Expert knowledge would have been needed to disable the transponder on the missing Malaysia Airlines plane, according to the former head of aviation trade body IATA, who said a fight involving the pilot could have taken place in the cockpit.
The mystery surrounding the disappearance of Malaysia Airlines flight MH370 deepened after officials said the last radio message from the plane came from the co-pilot who signed off with an informal message of, "all right, good night", adding to fears the plane could have been hijacked.
A transponder that sends key information about the flight such as altitude and speed back to air traffic controllers was shut down on the plane without any explanation, creating one of the biggest headaches for authorities.
But Giovanni Bisignani, the former director general and CEO of International Air Transport Association (IATA), the world airline trade body, told CNBC that technical knowledge would have been needed to disable the device.
"It is not easy, it is not something that you click in the cockpit. You have to open a box with a special screw, go in, take cables out. It is not something that is very easy to identify. You have to be an expert," Bisignani told CNBC.
Fight on board
The Beijing-bound plane was carrying 239 passengers and vanished off the radars of the Malaysian authorities on March 8. Investigators believe the plane was diverted thousands of miles off course, but mystery still surrounds the plane's whereabouts and sequence of events.
According to officials, the plane flew at an altitude of 45,000 feet, before descending to 23,000 feet in an erratic flight path. Bisignani said this could be down to a fight in the cockpit.
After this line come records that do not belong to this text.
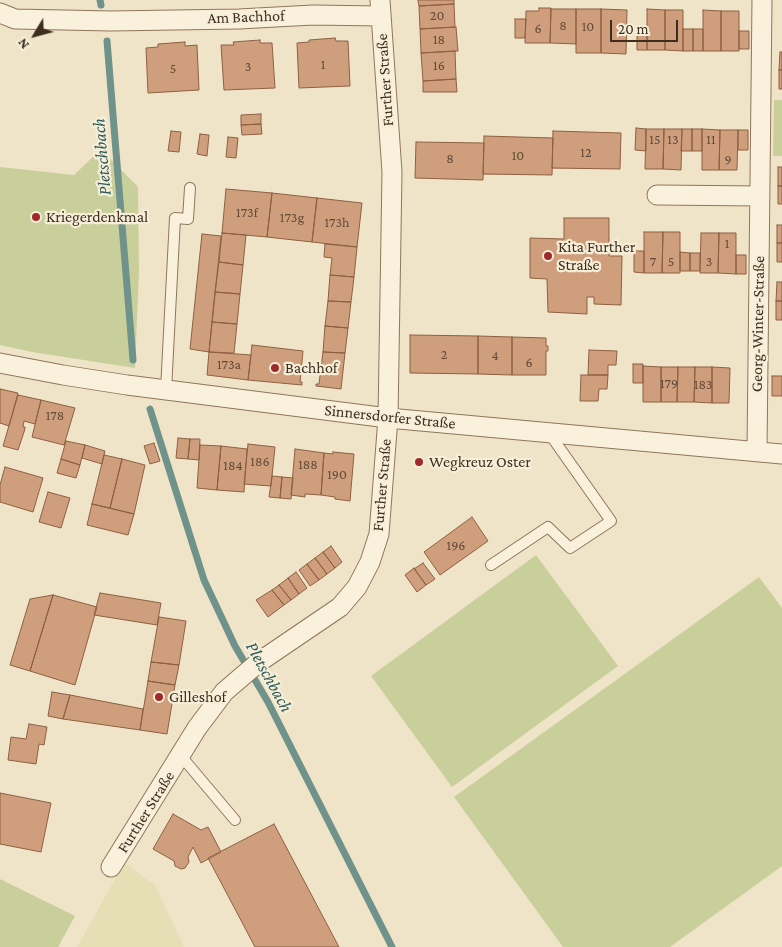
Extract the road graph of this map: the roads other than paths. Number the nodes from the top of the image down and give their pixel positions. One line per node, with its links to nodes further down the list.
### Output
1 (762, 0): 6 (street, Georg-Winter-Straße)
2 (380, 8): 3 (street, Am Bachhof); 9 (street, Further Straße)
3 (0, 13)
4 (190, 188): 8 (lane)
5 (657, 195): 6 (street)
6 (760, 196): 11 (street, Georg-Winter-Straße)
7 (0, 363): 8 (street, Sinnersdorfer Straße)
8 (166, 390): 9 (street, Sinnersdorfer Straße)
9 (388, 418): 10 (street, Sinnersdorfer Straße); 14 (street, Further Straße)
10 (548, 432): 11 (street, Sinnersdorfer Straße); 13 (lane)
11 (757, 451): 12 (street, Sinnersdorfer Straße)
12 (782, 454)
13 (490, 565)
14 (180, 756): 15 (lane); 16 (street, Further Straße)
15 (235, 820)
16 (111, 867)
"After three minutes that this happened, the plane went up to 45,000 feet, a very risky altitude. What's the reason? A fight on board? Because an experienced pilot who wants to hijack the plane doesn't go at 45,000 feet. So that is something to consider, if it was a fight between the pilot and the co-pilot," he said.
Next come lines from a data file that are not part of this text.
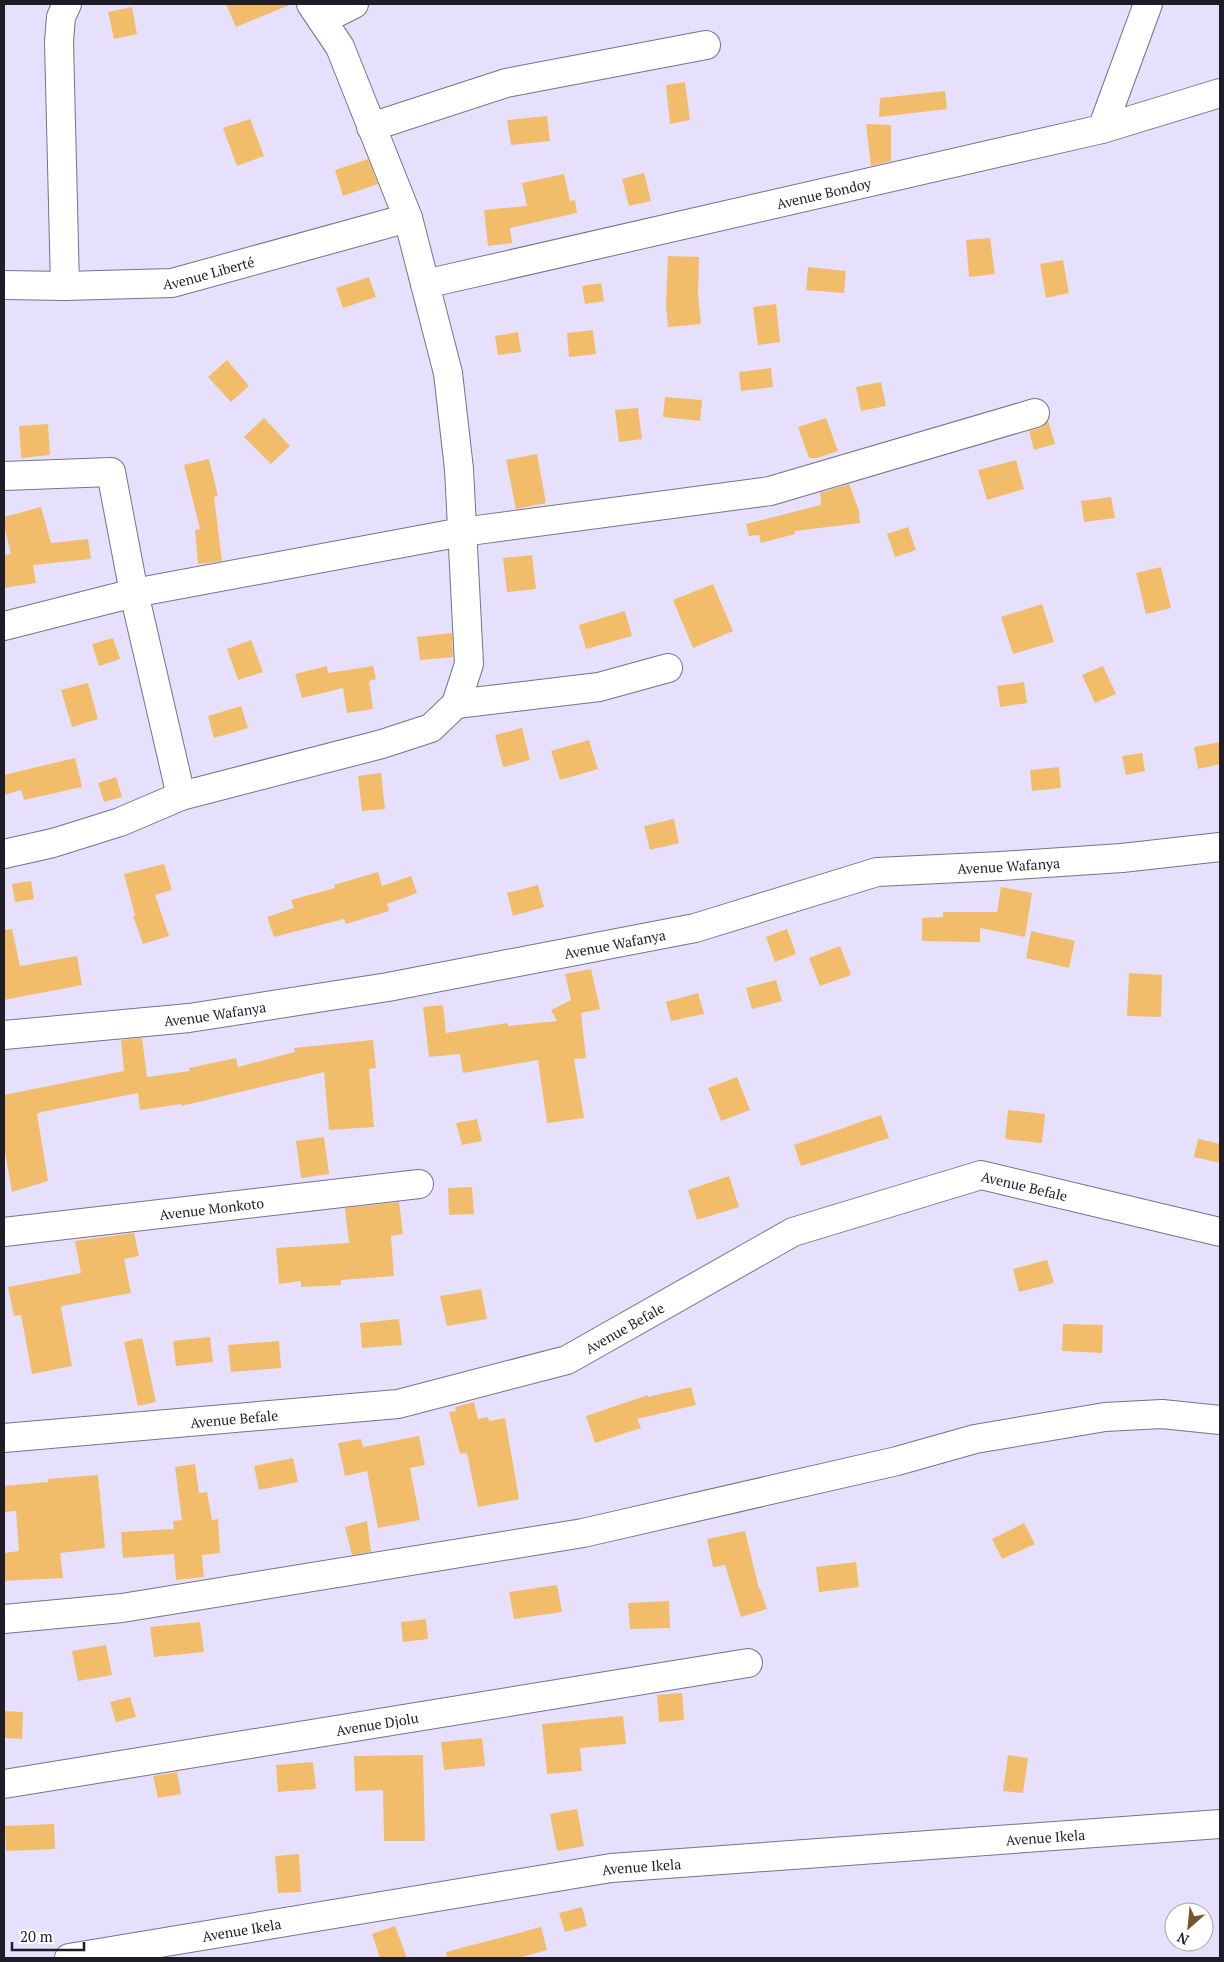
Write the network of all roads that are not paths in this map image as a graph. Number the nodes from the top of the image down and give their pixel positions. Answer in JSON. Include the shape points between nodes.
{"nodes":[{"id":1,"x":67,"y":4,"type":"edge"},
{"id":2,"x":354,"y":4,"type":"edge"},
{"id":3,"x":1148,"y":4,"type":"edge"},
{"id":4,"x":316,"y":12,"type":"edge"},
{"id":5,"x":706,"y":44,"type":"dead end"},
{"id":6,"x":1220,"y":93,"type":"edge"},
{"id":7,"x":372,"y":127,"type":"junction"},
{"id":8,"x":1102,"y":129,"type":"junction"},
{"id":9,"x":408,"y":218,"type":"junction"},
{"id":10,"x":424,"y":284,"type":"junction"},
{"id":11,"x":4,"y":285,"type":"edge"},
{"id":12,"x":65,"y":286,"type":"junction"},
{"id":13,"x":1034,"y":414,"type":"dead end"},
{"id":14,"x":4,"y":476,"type":"edge"},
{"id":15,"x":462,"y":532,"type":"junction"},
{"id":16,"x":134,"y":593,"type":"junction"},
{"id":17,"x":4,"y":626,"type":"edge"},
{"id":18,"x":668,"y":668,"type":"dead end"},
{"id":19,"x":456,"y":704,"type":"junction"},
{"id":20,"x":180,"y":796,"type":"junction"},
{"id":21,"x":1220,"y":847,"type":"edge"},
{"id":22,"x":4,"y":854,"type":"edge"},
{"id":23,"x":4,"y":1035,"type":"edge"},
{"id":24,"x":419,"y":1184,"type":"dead end"},
{"id":25,"x":4,"y":1232,"type":"edge"},
{"id":26,"x":1220,"y":1232,"type":"edge"},
{"id":27,"x":1220,"y":1420,"type":"edge"},
{"id":28,"x":4,"y":1438,"type":"edge"},
{"id":29,"x":4,"y":1619,"type":"edge"},
{"id":30,"x":748,"y":1663,"type":"dead end"},
{"id":31,"x":4,"y":1784,"type":"edge"},
{"id":32,"x":1220,"y":1824,"type":"edge"},
{"id":33,"x":69,"y":1958,"type":"edge"}],
"edges":[{"from":1,"to":12,"type":"street","via":[[61,17],[59,42]]},
{"from":2,"to":4,"type":"street"},
{"from":3,"to":8,"type":"street"},
{"from":4,"to":7,"type":"street","via":[[340,47]]},
{"from":5,"to":7,"type":"street","via":[[506,83]]},
{"from":6,"to":8,"type":"street","name":"Avenue Bondoy"},
{"from":7,"to":9,"type":"street"},
{"from":8,"to":10,"type":"street","name":"Avenue Bondoy"},
{"from":9,"to":10,"type":"street"},
{"from":9,"to":12,"type":"street","name":"Avenue Liberté","via":[[172,283]]},
{"from":10,"to":15,"type":"street","via":[[448,373],[459,469]]},
{"from":11,"to":12,"type":"street","name":"Avenue Liberté"},
{"from":13,"to":15,"type":"street","via":[[770,490]]},
{"from":14,"to":16,"type":"street","via":[[111,472]]},
{"from":15,"to":16,"type":"street"},
{"from":15,"to":19,"type":"street","via":[[469,664]]},
{"from":16,"to":17,"type":"street"},
{"from":16,"to":20,"type":"street"},
{"from":18,"to":19,"type":"street","via":[[599,687]]},
{"from":19,"to":20,"type":"street","via":[[431,728],[382,744]]},
{"from":20,"to":22,"type":"street","via":[[120,822]]},
{"from":21,"to":23,"type":"street","name":"Avenue Wafanya","via":[[1103,859],[877,872],[695,928],[388,987],[189,1018]]},
{"from":24,"to":25,"type":"street","name":"Avenue Monkoto"},
{"from":26,"to":28,"type":"street","name":"Avenue Befale","via":[[981,1175],[793,1232],[567,1360],[398,1404]]},
{"from":27,"to":29,"type":"street","via":[[1162,1414],[1105,1418],[975,1439],[897,1461],[583,1533],[122,1608]]},
{"from":30,"to":31,"type":"street","name":"Avenue Djolu"},
{"from":32,"to":33,"type":"street","name":"Avenue Ikela","via":[[611,1868]]}]}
Bisignani also suggested a terrorist could have muscled their way in to the cockpit when one of the pilots opened the door.
An extraordinary search operation is on-going with twenty-six countries collaborating to find the jetliner. It involves teams spanning a vast area from the shores of the Caspian Sea in the north to deep in the southern Indian Ocean.
(Read more: Timeline of Flight MH370)
But Malaysian authorities have come under fire for their handling of the situation which has been unclear for many of the families waiting to hear the fate of their relatives.
As time goes on, Bisignani said the task of finding the missing jet is only going to get harder.
"The problem is that now it's a very difficult task because it has never happened that you have to search for a plan 8,000 kilometers north and 10,000 kilometers south. It is an enormous wide area. I think the international cooperation has been good but it's a really difficult time," he said.